Alex Dugdale is an American saxophonist and jazz performer.

==Early life==
Dugdale was born in Colombia, but as an infant was adopted by American family in Seattle, Washington. As a child, he fell in love with tap dancing after watching Savion Glover on Sesame Street. He started taking dance lessons at the age of six with Cheryl Johnson and Anthony Peters, the Seattle based duo.

In 2002, Dugdale performed on stage along with Gregory Hines and at the age of 11, he joined a steel drum player in a New York City subway while visiting New York City Tap Festival. Eventually, his passion started to grow towards instrumental jazz. Since he already was an experienced clarinet player, he picked up saxophone, and has played that instrument ever since.

Dugdale has a Master's degree in arts from the Seattle Pacific University as well as Bachelor's degree in performance from the Eastman School of Music.

He attended Roosevelt High School in Seattle, Washington where he played clarinet and saxophone with Scott Brown and Mark Taylor.

==Career==
After graduation, Dugdale started working with Bill Evans at the Radiance Dance Theater. As a tap dancer, Dugdale had performed with Vancouver and Port Angeles Symphony Orchestras, as well as Rochester Philharmonic and Seattle Philharmonic Orchestras. In 2010, Alex had participated at the Disney All American College in Disneyland. In 2012, he performed with such bands as The Temptations, The Pointer Sisters and Four Tops as well as with John Legend, Dianne Walker, Chester Whitmore, Wynton Marsalis, David Meder, Najee and others.

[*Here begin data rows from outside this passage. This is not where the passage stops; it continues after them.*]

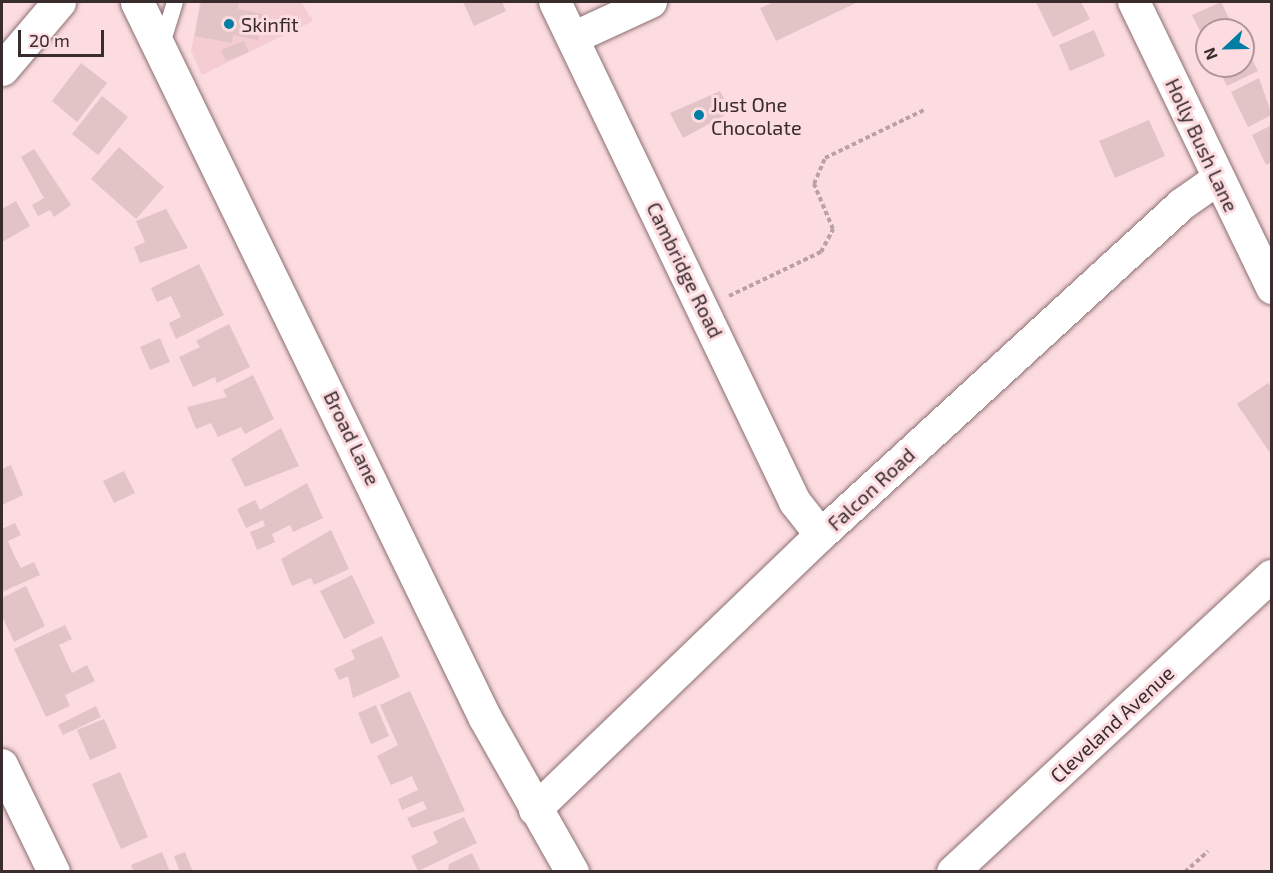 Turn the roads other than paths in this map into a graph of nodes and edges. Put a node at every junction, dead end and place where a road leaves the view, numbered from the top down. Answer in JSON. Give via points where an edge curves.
{"nodes":[{"id":1,"x":59,"y":2,"type":"edge"},
{"id":2,"x":137,"y":2,"type":"edge"},
{"id":3,"x":175,"y":2,"type":"edge"},
{"id":4,"x":555,"y":2,"type":"edge"},
{"id":5,"x":651,"y":2,"type":"edge"},
{"id":6,"x":1134,"y":2,"type":"edge"},
{"id":7,"x":573,"y":38,"type":"junction"},
{"id":8,"x":161,"y":48,"type":"junction"},
{"id":9,"x":2,"y":69,"type":"edge"},
{"id":10,"x":1218,"y":179,"type":"junction"},
{"id":11,"x":1272,"y":288,"type":"edge"},
{"id":12,"x":821,"y":535,"type":"junction"},
{"id":13,"x":1272,"y":576,"type":"edge"},
{"id":14,"x":2,"y":765,"type":"edge"},
{"id":15,"x":535,"y":810,"type":"junction"},
{"id":16,"x":54,"y":872,"type":"edge"},
{"id":17,"x":572,"y":872,"type":"edge"},
{"id":18,"x":953,"y":872,"type":"edge"}],
"edges":[{"from":1,"to":9,"type":"street"},
{"from":2,"to":8,"type":"street","name":"Broad Lane"},
{"from":3,"to":8,"type":"lane"},
{"from":4,"to":7,"type":"street","name":"Cambridge Road"},
{"from":5,"to":7,"type":"street"},
{"from":6,"to":10,"type":"street","name":"Holly Bush Lane"},
{"from":7,"to":12,"type":"street","name":"Cambridge Road","via":[[795,502]]},
{"from":8,"to":15,"type":"street","name":"Broad Lane","via":[[485,718]]},
{"from":10,"to":11,"type":"street","name":"Holly Bush Lane"},
{"from":10,"to":12,"type":"street","name":"Falcon Road","via":[[1181,204]]},
{"from":12,"to":15,"type":"street","name":"Falcon Road"},
{"from":13,"to":18,"type":"street","name":"Cleveland Avenue"},
{"from":14,"to":16,"type":"street"},
{"from":15,"to":17,"type":"street","name":"Broad Lane"}]}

Between 2015 and 2016 he was an intern for Centrum. Currently he works for a band department at the Bishop Blanchet High School as well as educator and track coordinator at the Jazz Port Townsend of Earshot Jazz from which he also got an Earshot Jazz Golden Ear Award as Emerging Artist of the Year. When he is not teaching, he is playing music with Cole Schuster, Greg Feingold, Max Holmberg, and John Hansen. Dugdale was active throughout the pandemic and won the Earshot Jazz Golden Ear award for Jazz Instrumentalist of the year, doing live stream shows with SRJO and Boxleys and with his own band at various streaming sites. In 2022 Alex Dugdale was named the Artist in Residence for the Earshot Jazz Festival creating four unique shows starting with a 10 piece world funk band, a full jazz big band, a trio of tap dancers with a jazz rhythm section and his classic jazz sextet.

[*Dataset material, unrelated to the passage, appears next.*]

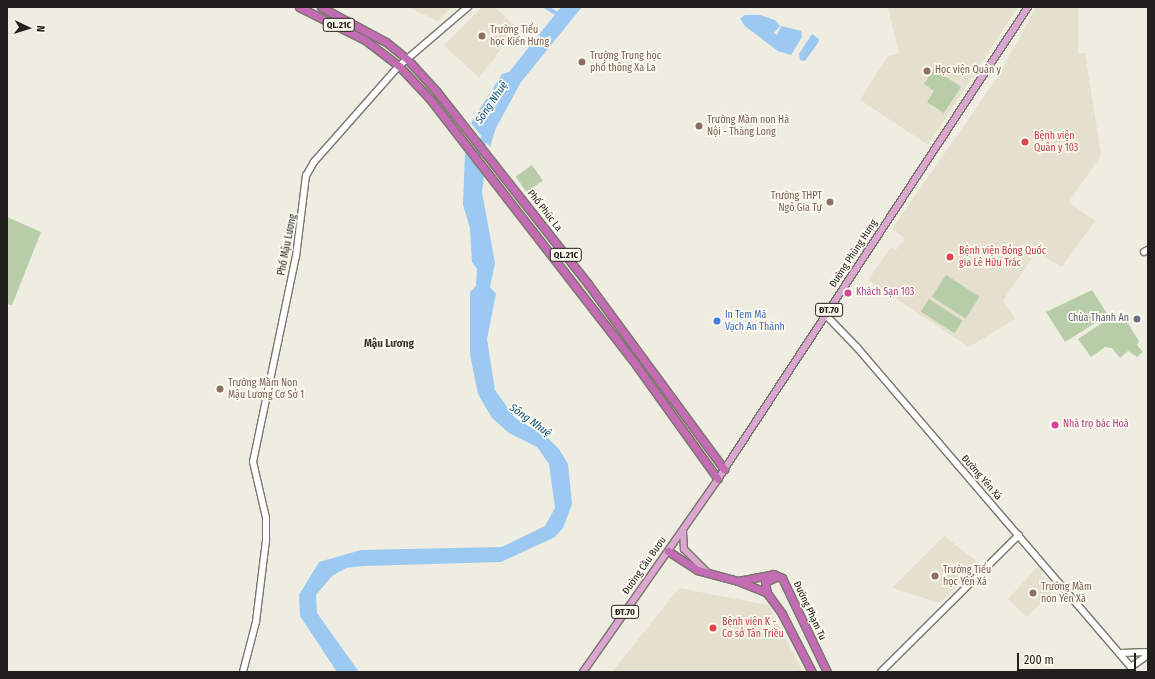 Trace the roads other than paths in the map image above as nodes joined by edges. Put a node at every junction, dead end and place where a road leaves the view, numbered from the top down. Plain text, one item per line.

Dugdale continues to record, teach and perform in the seattle area, currently teaching tap dance at the University of Washington, general music at Our Lady of the Lakes Parish School and performs with his quintet with an album from his funk band on the way in the spring of 2025.

During each year's holiday season, he also performs Duke Ellington's Sacred Music with the Seattle Repertory Jazz Orchestra and his own Fade Quintet band.